The historical data of individual contracts can be provided in separate files or a lumpsum file. The names of the files should contain "Contract" and end with ".csv".

The files need to have at least these columns:

"Date","Open","High","Low","Close","Open_Interest","Contract"

They can have other columns, and the extra columns will just pass through without touch.

"Date" should be String in the format of "yyyy-mm-dd", like "2010-03-24".

"Open","High","Low","Close" should be floating point numbers

The column of "Contract" notes the name of the contract, for instance, "F2015", "K2015" etc. The actual name given is not of a concern to Stitcher as long as they are consistent duing one batch of processing.

So on any given trading day, there are various contracts being traded. Stitcher selects the contract with the highest "Open_Interest" on that day. If the name of the column "Open_Interest" is not such, you can specify it with argument as "openInterest = :Interest" (if your column is denominated as "Interest"). Anyhow, the openInterest column should be floating point numbers.
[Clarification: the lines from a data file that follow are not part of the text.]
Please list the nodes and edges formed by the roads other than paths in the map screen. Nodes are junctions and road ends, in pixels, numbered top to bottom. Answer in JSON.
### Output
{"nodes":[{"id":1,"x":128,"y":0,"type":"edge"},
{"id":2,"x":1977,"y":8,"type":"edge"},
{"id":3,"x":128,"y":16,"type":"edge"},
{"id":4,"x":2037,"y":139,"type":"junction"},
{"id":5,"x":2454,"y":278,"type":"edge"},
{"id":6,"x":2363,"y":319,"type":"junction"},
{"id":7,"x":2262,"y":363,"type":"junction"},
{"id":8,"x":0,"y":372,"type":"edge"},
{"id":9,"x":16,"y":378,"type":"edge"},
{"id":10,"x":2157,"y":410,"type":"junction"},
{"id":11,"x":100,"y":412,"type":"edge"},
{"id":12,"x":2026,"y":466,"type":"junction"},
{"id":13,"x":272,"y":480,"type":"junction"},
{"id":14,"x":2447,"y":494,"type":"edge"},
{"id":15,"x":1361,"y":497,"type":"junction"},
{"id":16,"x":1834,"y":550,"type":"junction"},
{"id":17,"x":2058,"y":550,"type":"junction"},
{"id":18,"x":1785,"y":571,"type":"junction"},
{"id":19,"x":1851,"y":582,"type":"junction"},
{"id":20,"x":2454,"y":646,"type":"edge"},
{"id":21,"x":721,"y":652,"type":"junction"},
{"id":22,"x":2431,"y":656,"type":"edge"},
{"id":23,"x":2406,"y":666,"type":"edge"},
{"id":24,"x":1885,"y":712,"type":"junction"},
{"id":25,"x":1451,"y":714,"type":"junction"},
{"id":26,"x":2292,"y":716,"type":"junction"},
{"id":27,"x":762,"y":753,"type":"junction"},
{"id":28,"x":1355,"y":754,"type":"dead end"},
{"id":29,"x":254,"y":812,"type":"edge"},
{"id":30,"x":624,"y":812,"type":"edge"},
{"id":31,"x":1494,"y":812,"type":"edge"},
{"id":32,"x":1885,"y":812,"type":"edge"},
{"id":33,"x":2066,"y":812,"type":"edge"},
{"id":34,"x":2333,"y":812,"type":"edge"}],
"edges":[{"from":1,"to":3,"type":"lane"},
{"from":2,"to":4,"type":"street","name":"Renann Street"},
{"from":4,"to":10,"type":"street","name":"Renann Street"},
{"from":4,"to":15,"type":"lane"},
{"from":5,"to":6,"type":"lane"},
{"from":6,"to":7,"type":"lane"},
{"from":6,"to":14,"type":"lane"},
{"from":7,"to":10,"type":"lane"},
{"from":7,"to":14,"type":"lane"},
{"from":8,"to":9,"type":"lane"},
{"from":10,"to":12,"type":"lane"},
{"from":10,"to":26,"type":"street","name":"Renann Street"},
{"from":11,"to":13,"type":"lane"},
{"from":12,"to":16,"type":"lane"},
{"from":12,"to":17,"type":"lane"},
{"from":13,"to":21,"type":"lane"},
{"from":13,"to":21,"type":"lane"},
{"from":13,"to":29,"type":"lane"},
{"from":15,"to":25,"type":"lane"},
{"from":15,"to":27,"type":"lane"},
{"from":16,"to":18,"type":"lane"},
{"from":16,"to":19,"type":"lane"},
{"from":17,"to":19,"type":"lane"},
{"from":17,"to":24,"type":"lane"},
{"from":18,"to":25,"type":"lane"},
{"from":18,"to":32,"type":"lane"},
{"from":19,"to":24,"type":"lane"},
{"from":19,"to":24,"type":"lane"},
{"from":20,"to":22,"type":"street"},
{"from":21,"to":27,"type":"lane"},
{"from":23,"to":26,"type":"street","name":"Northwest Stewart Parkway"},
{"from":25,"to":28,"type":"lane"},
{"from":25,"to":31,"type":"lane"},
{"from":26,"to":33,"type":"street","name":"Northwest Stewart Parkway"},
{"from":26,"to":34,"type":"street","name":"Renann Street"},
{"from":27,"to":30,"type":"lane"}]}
Function Stitch takes the following arguments, with defaults specified:

Instr="". By default, Stitch uses the current directory as the working directory for inputs and outputs. If you specify Instr="Gold", then it uses the subdirectory of "Data/Gold" as the working directory.

StartDate="2010-01-01" and EndDate="2050-12-31" are to specify the date range of the output file. Dates outside of this range in the input files are dropped.

AdjMethod="M" specifies the method to back adjust price data due to gaps. The default uses multiplication (or division) method. If you specify otherwise, it will use addition (or subtraction) method (note: this can generate negative prices which can be not proper for trading analysis).

Finally, openInterest::Symbol=:Open_Interest has been addressed above.

On outputs, there are three files:

Stitched.csv is the stitched data but not back adjusted.

Roll.csv contains only the dates with contract changes.

StitchedAdjM.csv (or StitchedAdjA.csv) is the final stitched and adjusted data.

How to use it

Stitcher is compatible with Julia 1.7.2.

As prerequisites, it requires three Julia packages: Dates, CSV, DataFrames

Test data are provided under Data subdirectory.

To run the test, do:

$ julia

julia> using DataRoutines

julia> cd("Data")

julia> Stitch()

License

Stitcher is provided under MIT License: https://opensource.org/licenses/MIT

Used Libraries and their licenses

Julia

CSV

DataFrames

No warrantee and No guarrantee

The author hereby provides no warrantee of the utility and no guarantee for trading success.